Getting Started¶
Installation¶
Install noxton from PyPI:
pip install noxton
Optional dependencies¶
| Extra | When to install |
|---|---|
noxton[hub] |
Required to load ESM models (fetches weights from HuggingFace Hub) |
torch |
Required only during the first from_pretrained() call to convert PyTorch weights. Not needed at inference time after the first run. |
Requirements¶
- Python ≥ 3.13
- JAX ≥ 0.4 (CPU, CUDA, or Metal backend)
- Equinox
Basic usage¶
Loading a pretrained model¶
All pretrained models share the same from_pretrained() interface:
import jax.numpy as jnp
from noxton.models import ResNet
model, state = ResNet.from_pretrained(
model="resnet50",
weights="resnet50_IMAGENET1K_V2",
key=jax.random.key(0),
dtype=jnp.float32,
)
Weights are downloaded once to ~/.noxton/ and reused on subsequent calls.
Inference mode¶
Call eqx.nn.inference_mode to freeze BatchNorm running statistics and disable dropout:
import equinox as eqx
model, state = eqx.nn.inference_mode((model, state))
Batched inference¶
Use eqx.filter_vmap to run a model over a batch. The axis_name="batch" argument is required for models that contain BatchNorm:
import jax
import jax.numpy as jnp
import equinox as eqx
images = jnp.zeros((8, 3, 224, 224)) # batch of 8
logits, _ = eqx.filter_vmap(
model,
in_axes=(0, None), # vmap over images, broadcast state
out_axes=(0, None), # stack logits, pass state through
axis_name="batch",
)(images, state)
probs = jax.nn.softmax(logits, axis=-1) # (8, 1000)
Training¶
For training you typically want to:
- Keep
inference=False(the default) so BatchNorm tracks running statistics. - Split parameters from state using
eqx.partition/eqx.filter. - Pass a
keyargument to layers that use dropout.
import optax
optimizer = optax.adamw(1e-3)
opt_state = optimizer.init(eqx.filter(model, eqx.is_array))
@eqx.filter_jit
def train_step(model, state, opt_state, images, labels):
def loss_fn(model):
logits, new_state = eqx.filter_vmap(
model, in_axes=(0, None), out_axes=(0, None), axis_name="batch"
)(images, state)
loss = optax.softmax_cross_entropy_with_integer_labels(logits, labels).mean()
return loss, new_state
(loss, new_state), grads = eqx.filter_value_and_grad(loss_fn, has_aux=True)(model)

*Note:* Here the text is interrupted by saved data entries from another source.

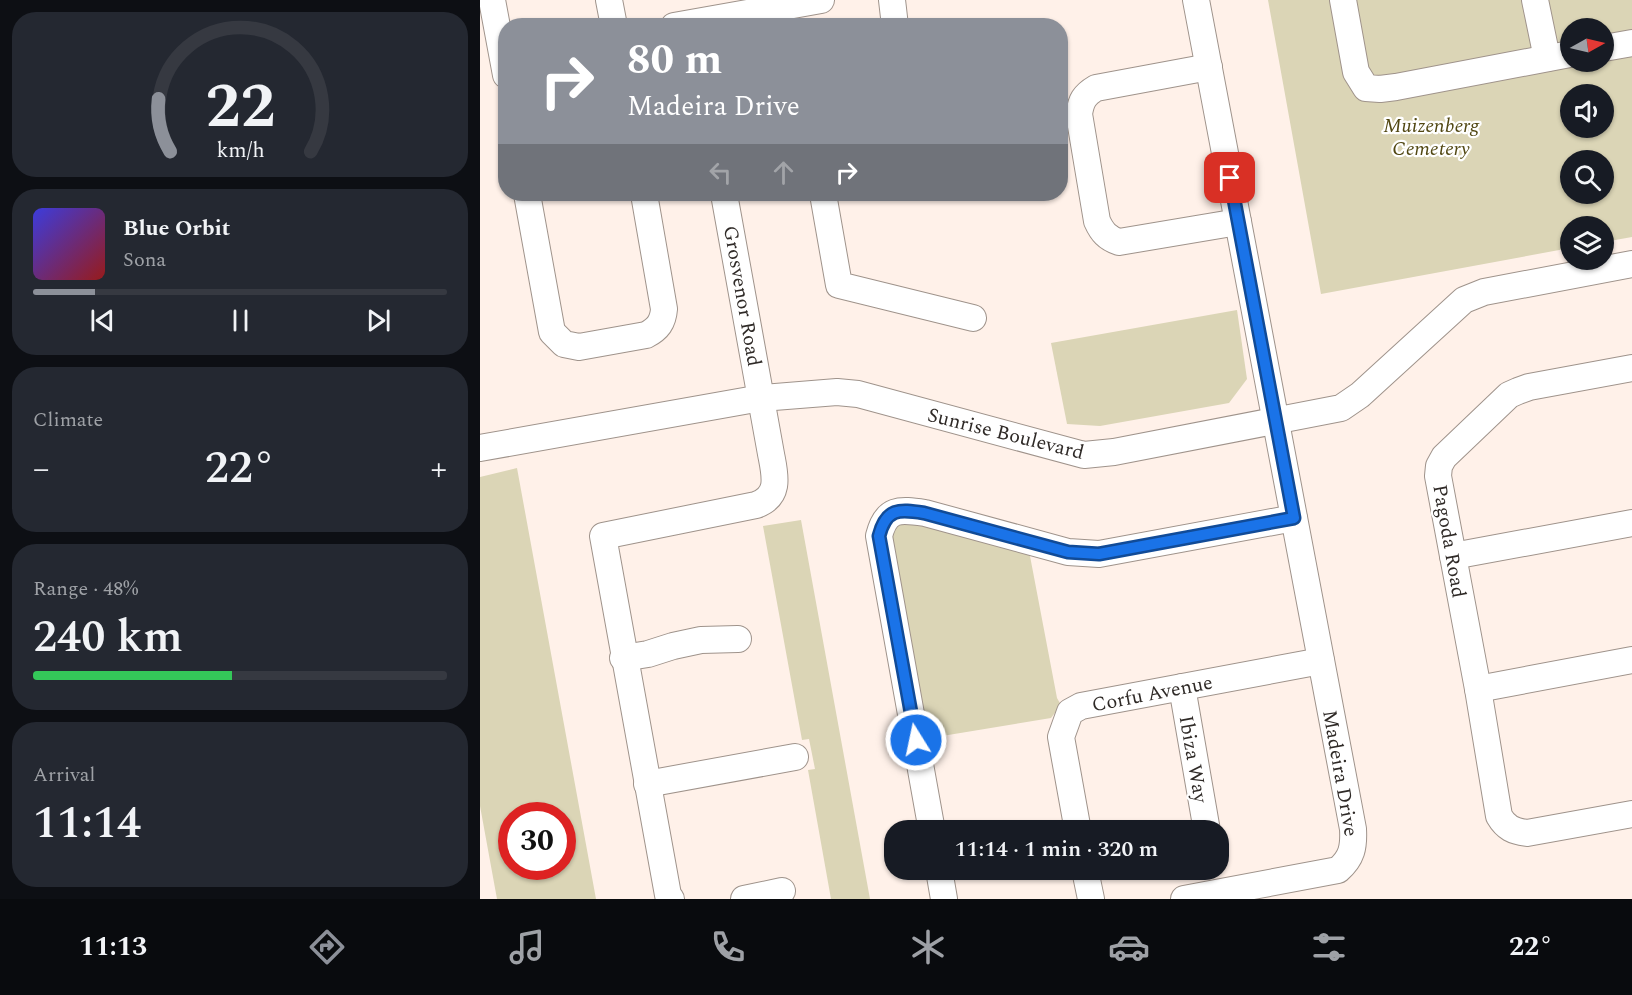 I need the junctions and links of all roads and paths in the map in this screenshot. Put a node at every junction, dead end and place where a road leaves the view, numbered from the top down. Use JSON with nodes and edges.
{"nodes":[{"id":1,"x":492,"y":0,"type":"edge"},
{"id":2,"x":609,"y":0,"type":"edge"},
{"id":3,"x":821,"y":0,"type":"edge"},
{"id":4,"x":892,"y":0,"type":"edge"},
{"id":5,"x":1196,"y":0,"type":"edge"},
{"id":6,"x":1343,"y":0,"type":"edge"},
{"id":7,"x":1535,"y":0,"type":"edge"},
{"id":8,"x":612,"y":18,"type":"edge"},
{"id":9,"x":687,"y":18,"type":"edge"},
{"id":10,"x":895,"y":18,"type":"edge"},
{"id":11,"x":498,"y":32,"type":"edge"},
{"id":12,"x":1632,"y":43,"type":"edge"},
{"id":13,"x":1614,"y":46,"type":"edge"},
{"id":14,"x":1559,"y":56,"type":"edge"},
{"id":15,"x":1209,"y":67,"type":"junction"},
{"id":16,"x":528,"y":201,"type":"edge"},
{"id":17,"x":645,"y":201,"type":"edge"},
{"id":18,"x":725,"y":201,"type":"edge"},
{"id":19,"x":824,"y":201,"type":"edge"},
{"id":20,"x":1238,"y":222,"type":"junction"},
{"id":21,"x":1632,"y":264,"type":"edge"},
{"id":22,"x":974,"y":318,"type":"dead end"},
{"id":23,"x":1632,"y":368,"type":"edge"},
{"id":24,"x":761,"y":398,"type":"junction"},
{"id":25,"x":1276,"y":421,"type":"junction"},
{"id":26,"x":480,"y":448,"type":"edge"},
{"id":27,"x":1294,"y":518,"type":"junction"},
{"id":28,"x":1632,"y":523,"type":"edge"},
{"id":29,"x":1453,"y":556,"type":"junction"},
{"id":30,"x":738,"y":639,"type":"dead end"},
{"id":31,"x":623,"y":658,"type":"junction"},
{"id":32,"x":1632,"y":660,"type":"edge"},
{"id":33,"x":1321,"y":661,"type":"junction"},
{"id":34,"x":1182,"y":687,"type":"junction"},
{"id":35,"x":1478,"y":689,"type":"junction"},
{"id":36,"x":795,"y":757,"type":"dead end"},
{"id":37,"x":647,"y":784,"type":"junction"},
{"id":38,"x":1632,"y":814,"type":"edge"},
{"id":39,"x":930,"y":820,"type":"edge"},
{"id":40,"x":1076,"y":820,"type":"edge"},
{"id":41,"x":1205,"y":820,"type":"edge"},
{"id":42,"x":941,"y":880,"type":"edge"},
{"id":43,"x":1087,"y":880,"type":"edge"},
{"id":44,"x":1216,"y":881,"type":"edge"},
{"id":45,"x":782,"y":891,"type":"dead end"},
{"id":46,"x":671,"y":899,"type":"edge"},
{"id":47,"x":744,"y":899,"type":"edge"},
{"id":48,"x":944,"y":899,"type":"edge"},
{"id":49,"x":1091,"y":899,"type":"edge"},
{"id":50,"x":1184,"y":899,"type":"edge"}],
"edges":[{"from":1,"to":11,"type":"street"},
{"from":2,"to":8,"type":"street"},
{"from":3,"to":9,"type":"street"},
{"from":4,"to":10,"type":"street"},
{"from":5,"to":15,"type":"street","name":"Madeira Drive"},
{"from":6,"to":14,"type":"street"},
{"from":7,"to":14,"type":"street"},
{"from":12,"to":13,"type":"street"},
{"from":15,"to":20,"type":"street","name":"Madeira Drive"},
{"from":15,"to":20,"type":"street"},
{"from":16,"to":17,"type":"street"},
{"from":18,"to":24,"type":"street","name":"Grosvenor Road"},
{"from":19,"to":22,"type":"street"},
{"from":20,"to":25,"type":"street","name":"Madeira Drive"},
{"from":21,"to":25,"type":"street","name":"Sunrise Boulevard"},
{"from":23,"to":29,"type":"street","name":"Pagoda Road"},
{"from":24,"to":25,"type":"street","name":"Sunrise Boulevard"},
{"from":24,"to":26,"type":"street","name":"Sunrise Boulevard"},
{"from":24,"to":31,"type":"street","name":"Grosvenor Road"},
{"from":25,"to":27,"type":"street","name":"Madeira Drive"},
{"from":27,"to":33,"type":"street","name":"Madeira Drive"},
{"from":27,"to":39,"type":"street"},
{"from":28,"to":29,"type":"street"},
{"from":29,"to":35,"type":"street","name":"Pagoda Road"},
{"from":30,"to":31,"type":"street"},
{"from":31,"to":37,"type":"street"},
{"from":32,"to":35,"type":"street"},
{"from":33,"to":34,"type":"street","name":"Corfu Avenue"},
{"from":33,"to":44,"type":"street","name":"Madeira Drive"},
{"from":34,"to":40,"type":"street","name":"Corfu Avenue"},
{"from":34,"to":41,"type":"street","name":"Ibiza Way"},
{"from":35,"to":38,"type":"street","name":"Pagoda Road"},
{"from":36,"to":37,"type":"street"},
{"from":37,"to":46,"type":"street"},
{"from":42,"to":48,"type":"street"},
{"from":43,"to":49,"type":"street"},
{"from":44,"to":50,"type":"street","name":"Madeira Drive"},
{"from":45,"to":47,"type":"street"}]}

updates, opt_state = optimizer.update(grads, opt_state, eqx.filter(model, eqx.is_array))
model = eqx.apply_updates(model, updates)

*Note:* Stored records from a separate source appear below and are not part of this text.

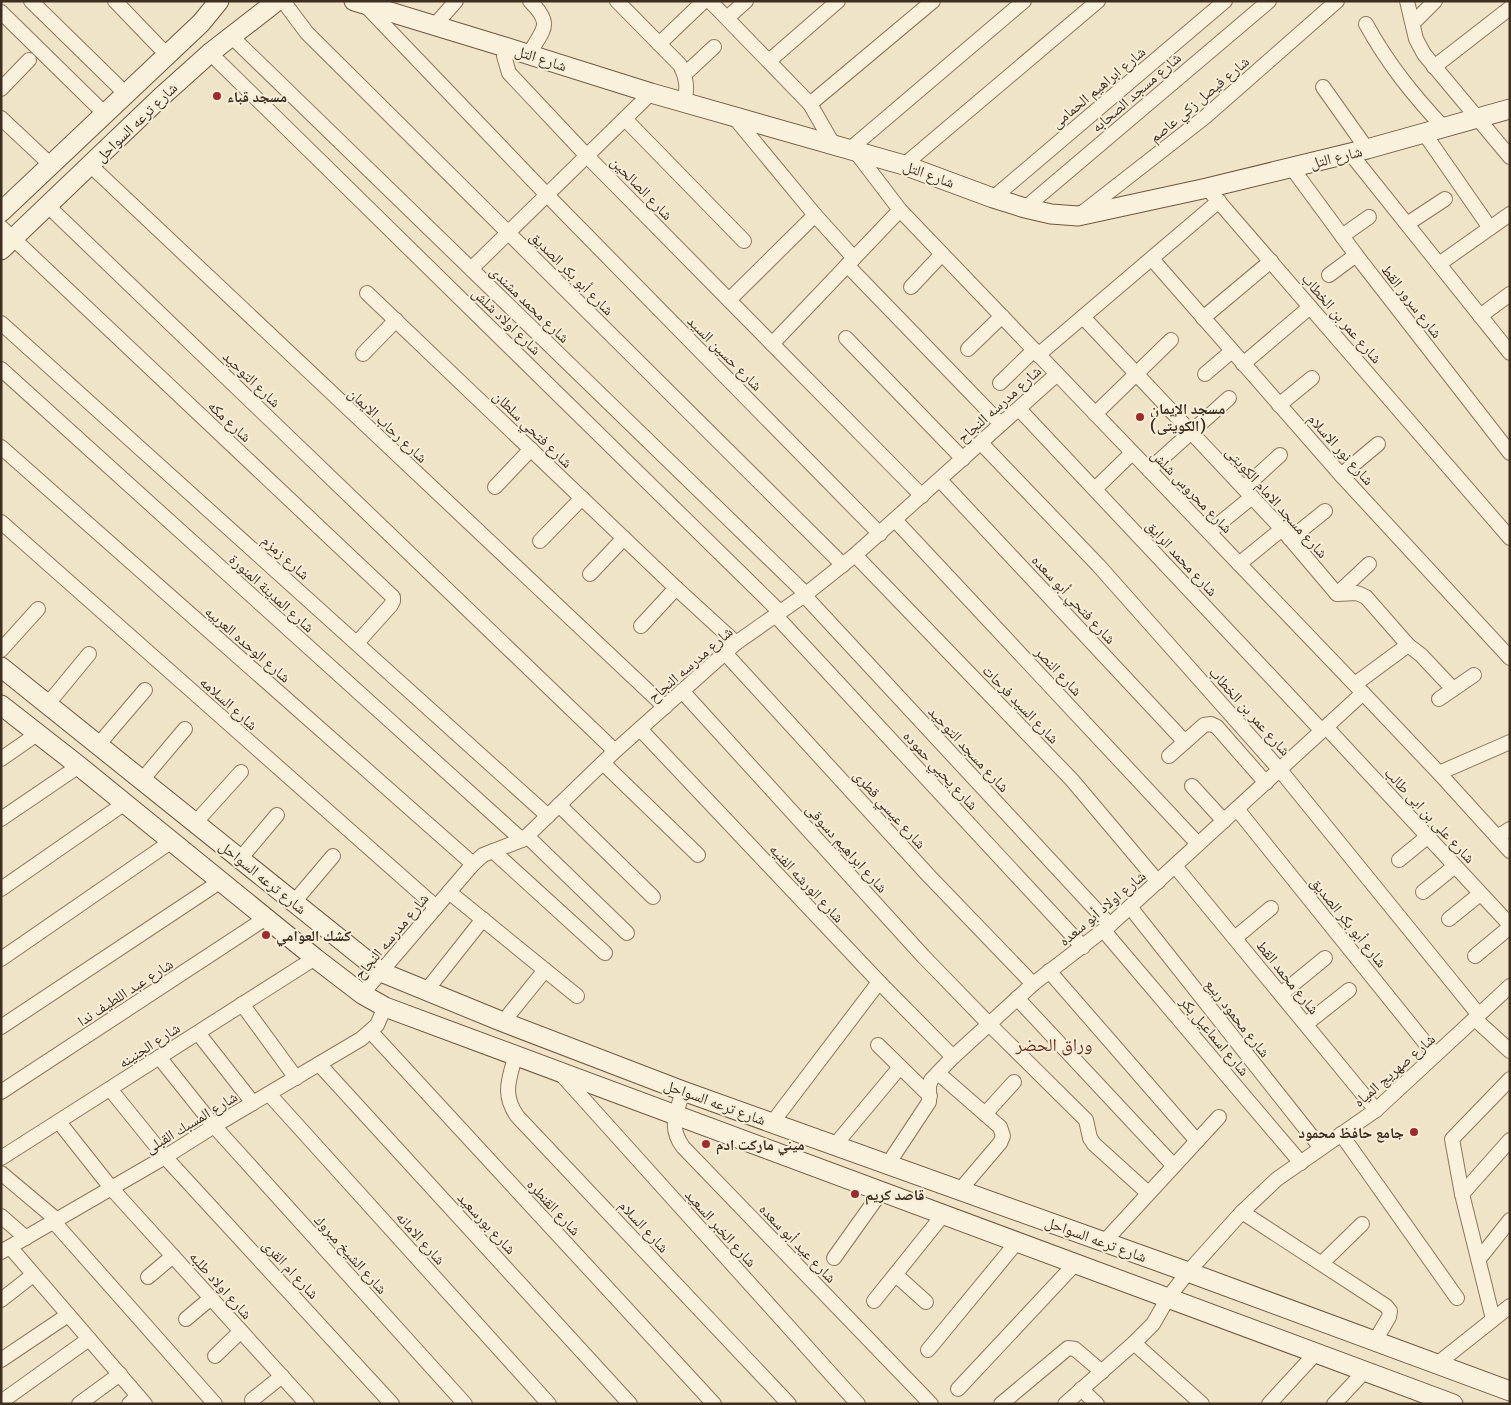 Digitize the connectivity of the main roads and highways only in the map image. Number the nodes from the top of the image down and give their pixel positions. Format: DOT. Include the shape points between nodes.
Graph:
graph roads {
  1 [pos="219,1"];
  2 [pos="277,1"];
  3 [pos="359,2"];
  4 [pos="1510,109"];
  5 [pos="4,224"];
  6 [pos="1,667"];
  7 [pos="41,700"];
  8 [pos="1,705"];
  9 [pos="17,718"];
  10 [pos="158,793"];
  11 [pos="140,816"];
  12 [pos="1510,1391"];
  13 [pos="1453,1404"];
  1 -- 5 [label="main road, شارع ترعه السواحل" via="201,23 51,165"];
  2 -- 5 [label="main road, شارع ترعه السواحل" via="210,53 48,206"];
  3 -- 4 [label="main road, شارع التل" via="684,103 904,165 993,198 1051,214 1078,216 1213,195 1292,168"];
  6 -- 7 [label="main road, شارع ترعه السواحل"];
  7 -- 9 [label="main road"];
  7 -- 10 [label="main road, شارع ترعه السواحل"];
  8 -- 9 [label="main road, شارع ترعه السواحل"];
  9 -- 11 [label="main road, شارع ترعه السواحل"];
  10 -- 11 [label="main road"];
  10 -- 12 [label="main road, شارع ترعه السواحل" via="381,972 683,1091"];
  11 -- 13 [label="main road, شارع ترعه السواحل" via="315,958 362,994 385,1007"];
}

return model, new_state, opt_state, loss
Weight cache¶
Downloaded weights are stored at:
~/.noxton/
pytorch_weights/ # raw .pth / .pt files from the internet
models/ # converted JAX checkpoints (per dtype)

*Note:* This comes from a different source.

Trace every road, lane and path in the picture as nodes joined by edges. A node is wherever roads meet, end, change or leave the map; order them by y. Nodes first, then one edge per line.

Delete these directories to force a fresh download and conversion.
dtype support¶
All models accept a dtype argument:
# half-precision inference (faster on GPU/TPU)
model, state = ResNet.from_pretrained("resnet50", "resnet50_IMAGENET1K_V2",
key=jax.random.key(0), dtype=jnp.float16)
Supported dtypes: jnp.float32, jnp.float16, jnp.bfloat16.